En Suisse, la grande majorité de la population est manifestement favorable à l’acquisition d’un bon emploi bien rémunéré, d’un réseau national de crèches et de l’autodétermination des femmes. Ce n’est maintenant qu’une affaire de bon sens, ou de raisonnement logique pour, arriver à la conclusion suivante : si le cadre capitaliste est incapable de satisfaire nos besoins, alors il faut s’en affranchir. Cela signifie aussi que la lutte des femmes doit être menée en tant que lutte de classes : de front avec les hommes salariés et contre la classe capitaliste, qui n’a de cesse d’exploiter les femmes sous de multiples aspects.

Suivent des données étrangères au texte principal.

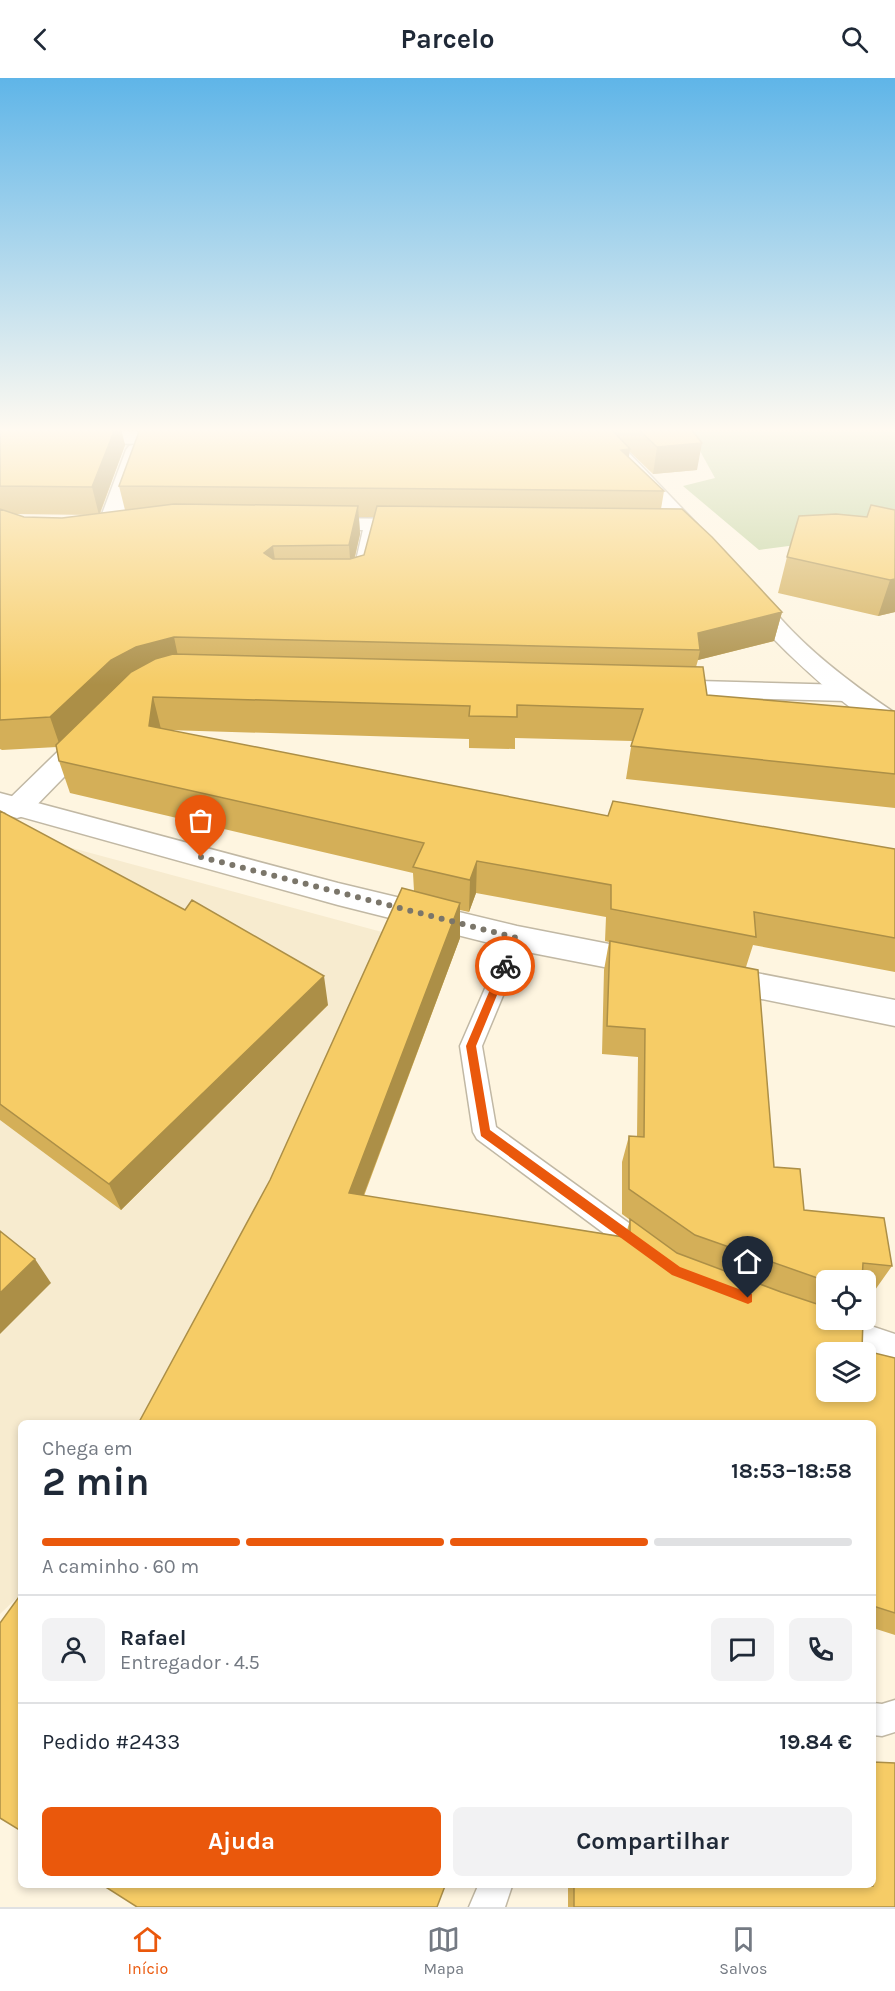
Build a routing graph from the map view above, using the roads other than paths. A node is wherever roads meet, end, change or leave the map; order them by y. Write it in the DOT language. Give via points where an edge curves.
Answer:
graph roads {
  1 [pos="110,514"];
  2 [pos="668,514"];
  3 [pos="133,522"];
  4 [pos="291,524"];
  5 [pos="371,525"];
  6 [pos="430,526"];
  7 [pos="686,534"];
  8 [pos="360,578"];
  9 [pos="733,579"];
  10 [pos="632,687"];
  11 [pos="848,693"];
  12 [pos="113,713"];
  13 [pos="895,725"];
  14 [pos="9,805"];
  15 [pos="517,938"];
  16 [pos="895,1013"];
  17 [pos="667,1264"];
  18 [pos="809,1319"];
  19 [pos="895,1347"];
  20 [pos="895,1716"];
  21 [pos="876,1719"];
  22 [pos="494,1888"];
  23 [pos="487,1907"];
  1 -- 3 [label="main road" via="104,529"];
  2 -- 7 [label="main road"];
  4 -- 5 [label="main road"];
  5 -- 6 [label="main road"];
  5 -- 8 [label="lane"];
  9 -- 11 [label="main road" via="777,629"];
  10 -- 11 [label="main road"];
  11 -- 13 [label="main road"];
  12 -- 14 [label="main road"];
  14 -- 15 [label="main road"];
  15 -- 16 [label="main road"];
  15 -- 17 [label="lane" via="471,1046 485,1132"];
  18 -- 19 [label="lane"];
  20 -- 21 [label="lane"];
  22 -- 23 [label="lane"];
}
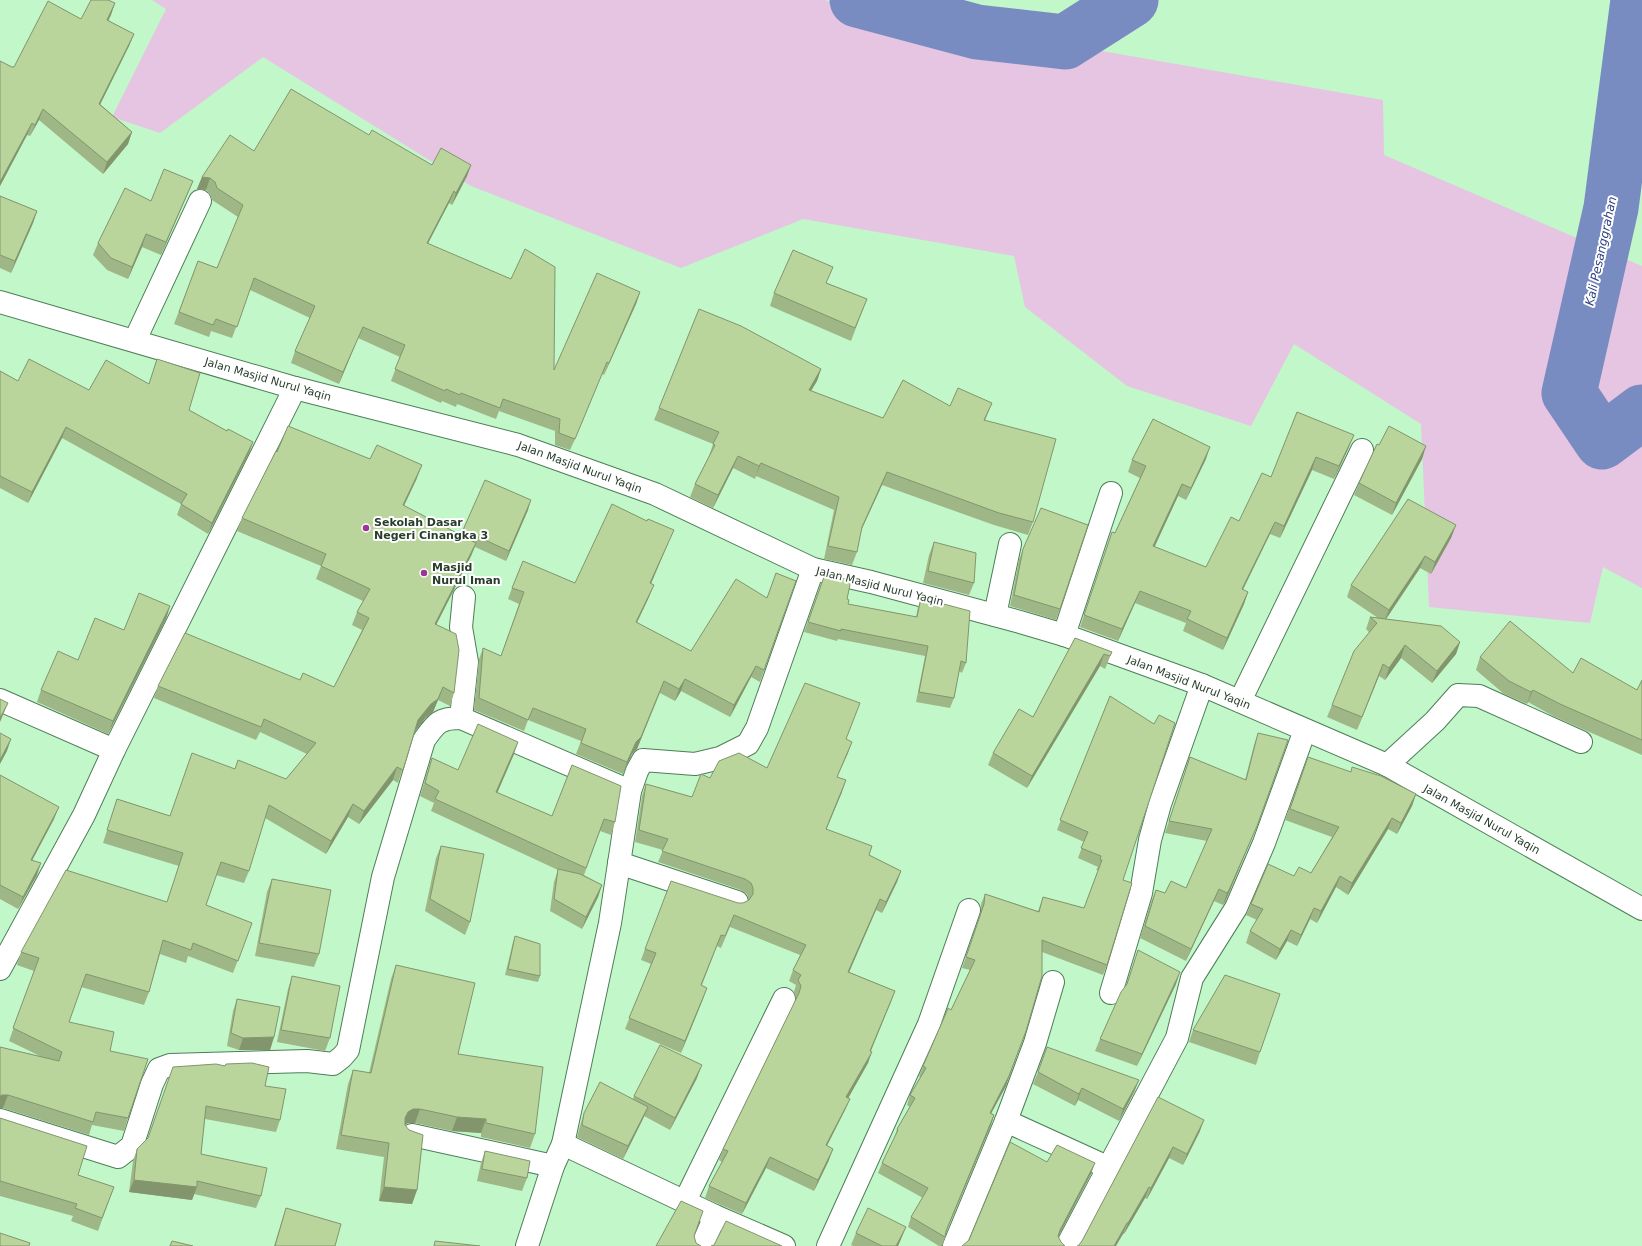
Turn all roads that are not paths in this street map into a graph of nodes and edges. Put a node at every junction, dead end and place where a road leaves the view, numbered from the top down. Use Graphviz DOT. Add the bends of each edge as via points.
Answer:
graph roads {
  1 [pos="200,200"];
  2 [pos="0,304"];
  3 [pos="135,340"];
  4 [pos="295,388"];
  5 [pos="1362,450"];
  6 [pos="1111,493"];
  7 [pos="1010,544"];
  8 [pos="813,569"];
  9 [pos="464,597"];
  10 [pos="995,615"];
  11 [pos="1064,635"];
  12 [pos="1202,685"];
  13 [pos="0,700"];
  14 [pos="1240,701"];
  15 [pos="461,718"];
  16 [pos="1305,730"];
  17 [pos="1580,742"];
  18 [pos="114,750"];
  19 [pos="1387,765"];
  20 [pos="630,791"];
  21 [pos="619,863"];
  22 [pos="737,902"];
  23 [pos="1642,909"];
  24 [pos="969,910"];
  25 [pos="1126,945"];
  26 [pos="1146,955"];
  27 [pos="1172,968"];
  28 [pos="0,969"];
  29 [pos="1192,978"];
  30 [pos="1053,982"];
  31 [pos="1111,993"];
  32 [pos="784,999"];
  33 [pos="1035,1043"];
  34 [pos="1057,1051"];
  35 [pos="1130,1077"];
  36 [pos="1152,1085"];
  37 [pos="0,1120"];
  38 [pos="1006,1121"];
  39 [pos="412,1135"];
  40 [pos="563,1144"];
  41 [pos="553,1166"];
  42 [pos="1107,1167"];
  43 [pos="685,1201"];
  44 [pos="715,1216"];
  45 [pos="528,1246"];
  46 [pos="702,1246"];
  47 [pos="784,1246"];
  48 [pos="828,1246"];
  49 [pos="954,1246"];
  50 [pos="1067,1246"];
  1 -- 3 [label="street"];
  2 -- 3 [label="street, Jalan Masjid Nurul Yaqin"];
  3 -- 4 [label="street, Jalan Masjid Nurul Yaqin"];
  4 -- 8 [label="street, Jalan Masjid Nurul Yaqin" via="518,445 655,494"];
  4 -- 18 [label="street"];
  5 -- 14 [label="street"];
  6 -- 11 [label="street"];
  7 -- 10 [label="street"];
  8 -- 10 [label="street, Jalan Masjid Nurul Yaqin"];
  8 -- 20 [label="street" via="757,728 748,744 720,758 695,764 643,760"];
  9 -- 15 [label="street" via="461,627 467,662"];
  10 -- 11 [label="street, Jalan Masjid Nurul Yaqin"];
  11 -- 12 [label="street, Jalan Masjid Nurul Yaqin"];
  12 -- 14 [label="street, Jalan Masjid Nurul Yaqin"];
  12 -- 25 [label="street" via="1152,833 1141,893"];
  13 -- 18 [label="street"];
  14 -- 16 [label="street, Jalan Masjid Nurul Yaqin"];
  15 -- 20 [label="street"];
  15 -- 37 [label="street" via="447,718 436,724 424,740 383,877 348,1050 342,1057 333,1064 292,1061 170,1065 159,1069 132,1146 118,1157"];
  16 -- 19 [label="street, Jalan Masjid Nurul Yaqin"];
  16 -- 29 [label="street" via="1264,843 1236,908"];
  17 -- 19 [label="street" via="1479,696 1458,695 1435,721"];
  18 -- 28 [label="street" via="84,815"];
  19 -- 23 [label="street, Jalan Masjid Nurul Yaqin"];
  20 -- 21 [label="street"];
  21 -- 22 [label="street"];
  21 -- 40 [label="street" via="610,923"];
  24 -- 48 [label="street" via="929,1024"];
  25 -- 26 [label="street"];
  25 -- 31 [label="street"];
  27 -- 29 [label="street"];
  29 -- 36 [label="street" via="1177,1038"];
  30 -- 33 [label="street"];
  32 -- 43 [label="street"];
  33 -- 34 [label="street"];
  33 -- 38 [label="street"];
  35 -- 36 [label="street"];
  36 -- 42 [label="street"];
  38 -- 42 [label="street"];
  38 -- 49 [label="street"];
  39 -- 41 [label="street"];
  40 -- 41 [label="street"];
  40 -- 43 [label="street"];
  41 -- 45 [label="street"];
  42 -- 50 [label="street"];
  43 -- 44 [label="street"];
  44 -- 46 [label="street"];
  44 -- 47 [label="street"];
}
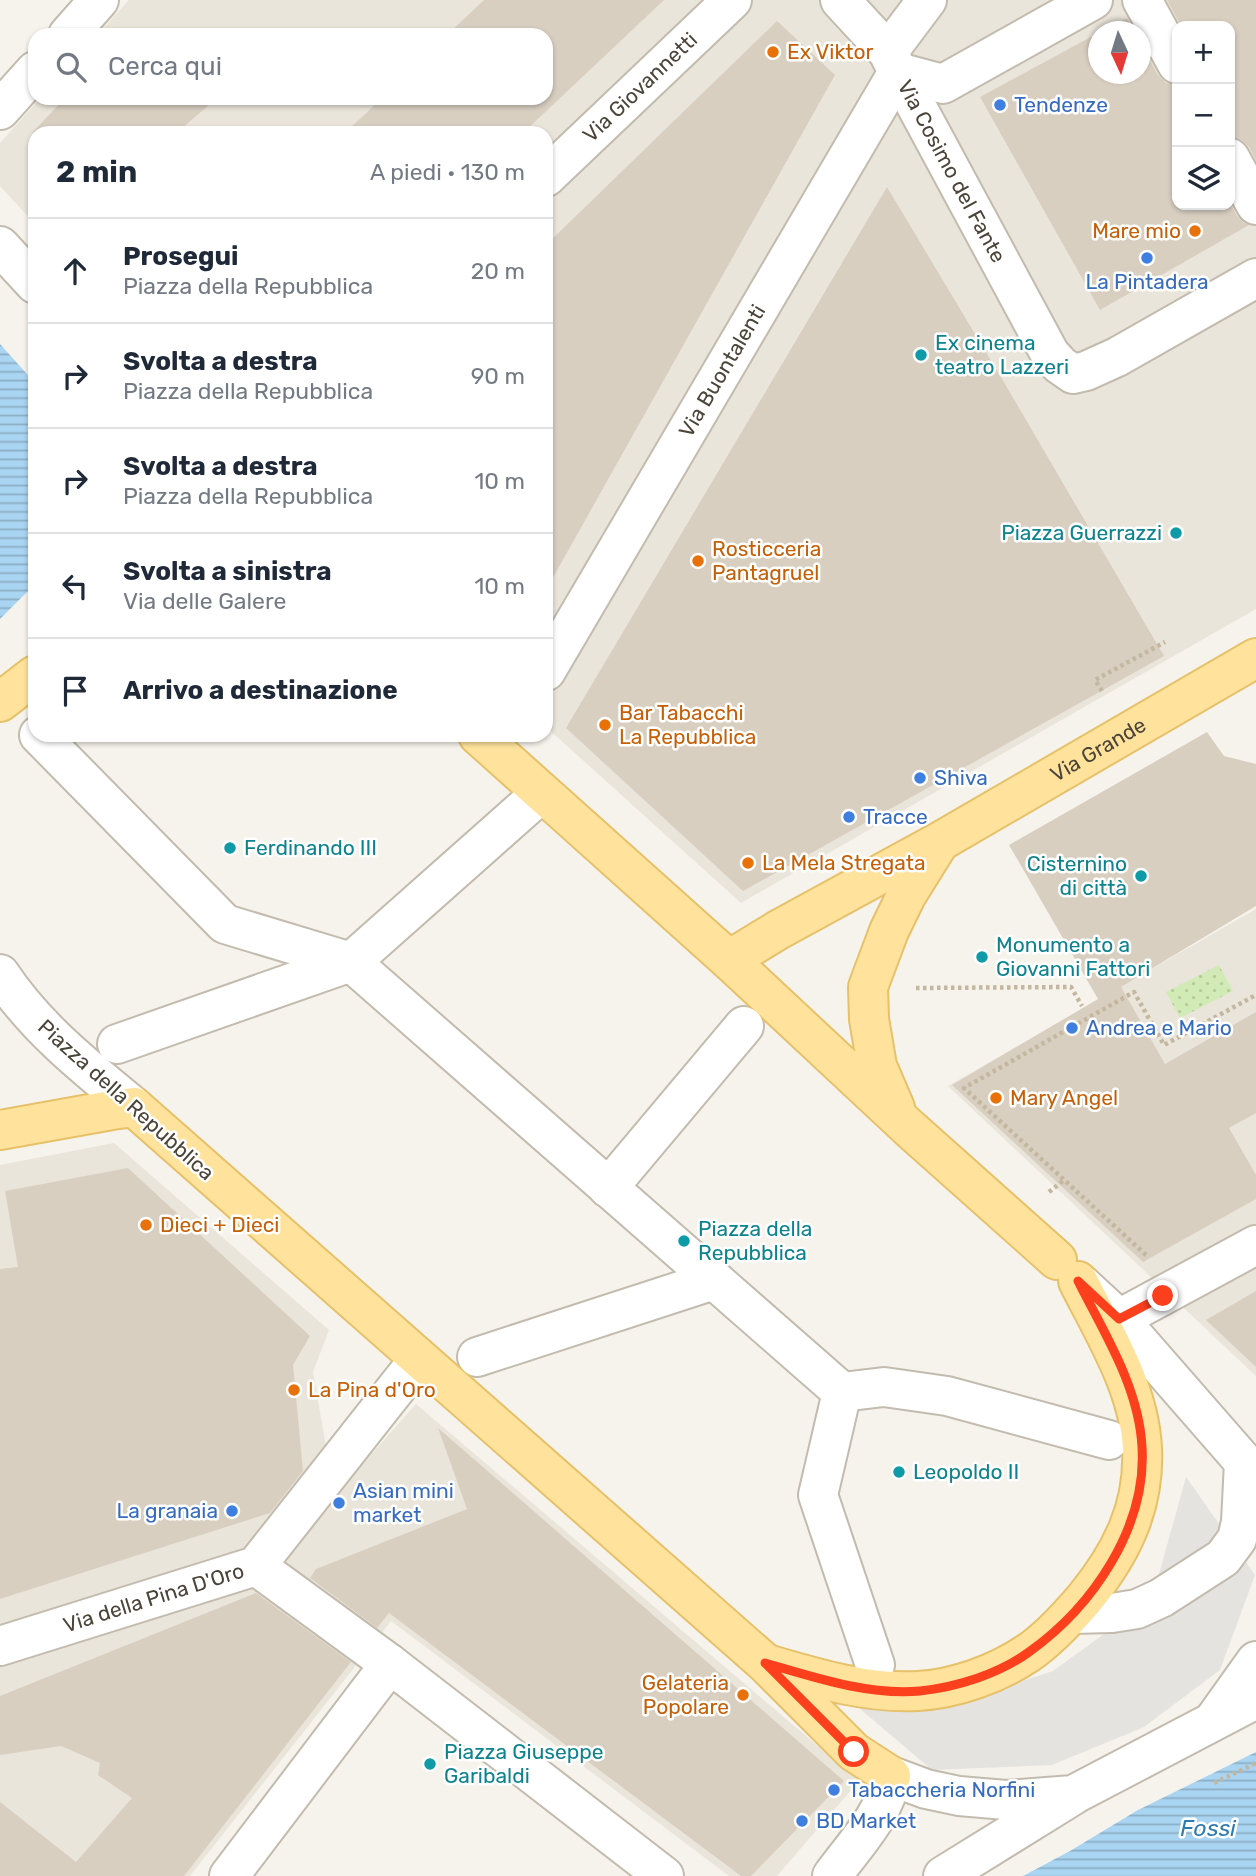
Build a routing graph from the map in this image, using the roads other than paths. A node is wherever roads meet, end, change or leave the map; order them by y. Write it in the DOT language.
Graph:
graph roads {
  1 [pos="99,0"];
  2 [pos="732,0"];
  3 [pos="840,0"];
  4 [pos="927,0"];
  5 [pos="1093,0"];
  6 [pos="1142,0"];
  7 [pos="74,28"];
  8 [pos="1172,55"];
  9 [pos="893,62"];
  10 [pos="28,79"];
  11 [pos="0,110"];
  12 [pos="1235,167"];
  13 [pos="553,170"];
  14 [pos="1256,205"];
  15 [pos="0,246"];
  16 [pos="28,276"];
  17 [pos="1256,278"];
  18 [pos="1256,658"];
  19 [pos="553,659"];
  20 [pos="45,742"];
  21 [pos="496,742"];
  22 [pos="529,804"];
  23 [pos="941,841"];
  24 [pos="729,960"];
  25 [pos="352,962"];
  26 [pos="0,974"];
  27 [pos="744,1026"];
  28 [pos="117,1044"];
  29 [pos="134,1107"];
  30 [pos="902,1122"];
  31 [pos="0,1130"];
  32 [pos="608,1188"];
  33 [pos="1256,1245"];
  34 [pos="1067,1270"];
  35 [pos="714,1280"];
  36 [pos="1119,1319"];
  37 [pos="477,1357"];
  38 [pos="420,1360"];
  39 [pos="842,1392"];
  40 [pos="1109,1440"];
  41 [pos="1250,1469"];
  42 [pos="256,1566"];
  43 [pos="1072,1614"];
  44 [pos="0,1646"];
  45 [pos="1256,1661"];
  46 [pos="765,1663"];
  47 [pos="390,1664"];
  48 [pos="875,1665"];
  49 [pos="1256,1699"];
  50 [pos="1213,1721"];
  51 [pos="891,1776"];
  52 [pos="1073,1795"];
  53 [pos="229,1876"];
  54 [pos="664,1876"];
  55 [pos="832,1876"];
  56 [pos="943,1876"];
  1 -- 7 [label="street"];
  2 -- 13 [label="street, Via Giovannetti"];
  3 -- 9 [label="street, Via Cosimo del Fante"];
  4 -- 9 [label="street, Via Buontalenti"];
  5 -- 9 [label="street"];
  6 -- 8 [label="street"];
  9 -- 17 [label="street, Via Cosimo del Fante"];
  9 -- 19 [label="street, Via Buontalenti"];
  10 -- 11 [label="street"];
  12 -- 14 [label="street"];
  15 -- 16 [label="street"];
  18 -- 23 [label="main road, Via Grande"];
  20 -- 25 [label="street"];
  21 -- 24 [label="main road, Piazza della Repubblica"];
  22 -- 25 [label="street, Piazza della Repubblica"];
  23 -- 24 [label="main road, Via Grande"];
  23 -- 30 [label="main road, Via Grande"];
  24 -- 30 [label="main road, Piazza della Repubblica"];
  25 -- 28 [label="street, Piazza della Repubblica"];
  25 -- 32 [label="street"];
  26 -- 29 [label="street, Piazza della Repubblica"];
  27 -- 32 [label="street"];
  29 -- 31 [label="main road"];
  29 -- 38 [label="main road, Piazza della Repubblica"];
  30 -- 34 [label="main road, Piazza della Repubblica"];
  32 -- 35 [label="street"];
  33 -- 36 [label="street"];
  34 -- 36 [label="street, Piazza della Repubblica"];
  34 -- 43 [label="main road, Piazza della Repubblica"];
  35 -- 37 [label="street"];
  35 -- 39 [label="street"];
  36 -- 41 [label="street, Piazza della Repubblica"];
  38 -- 42 [label="street, Via della Pina D'Oro"];
  38 -- 46 [label="main road, Piazza della Repubblica"];
  39 -- 40 [label="street"];
  39 -- 48 [label="street"];
  41 -- 43 [label="street"];
  42 -- 44 [label="street, Via della Pina D'Oro"];
  42 -- 47 [label="street"];
  43 -- 46 [label="main road, Piazza della Repubblica"];
  45 -- 50 [label="street, Piazza della Repubblica"];
  46 -- 51 [label="main road, Piazza della Repubblica"];
  47 -- 53 [label="street"];
  47 -- 54 [label="street"];
  49 -- 50 [label="street"];
  50 -- 52 [label="street, Piazza della Repubblica"];
  51 -- 52 [label="street, Piazza della Repubblica"];
  51 -- 55 [label="street"];
  52 -- 56 [label="street"];
}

Nous devons à présent dégager des revendications concrètes de cette analyse afin d’être aptes à nous battre. Pour lutter contre l’oppression des femmes et les effets dévastateurs du travail à temps partiel dans le capitalisme, nous revendiquons :
● Des garderies, des cantines et des centres d’accueil gratuits dans les quartiers et les entreprises payés par des impôts fortement progressifs !
● 12 mois de congé parental pour les mères et les pères !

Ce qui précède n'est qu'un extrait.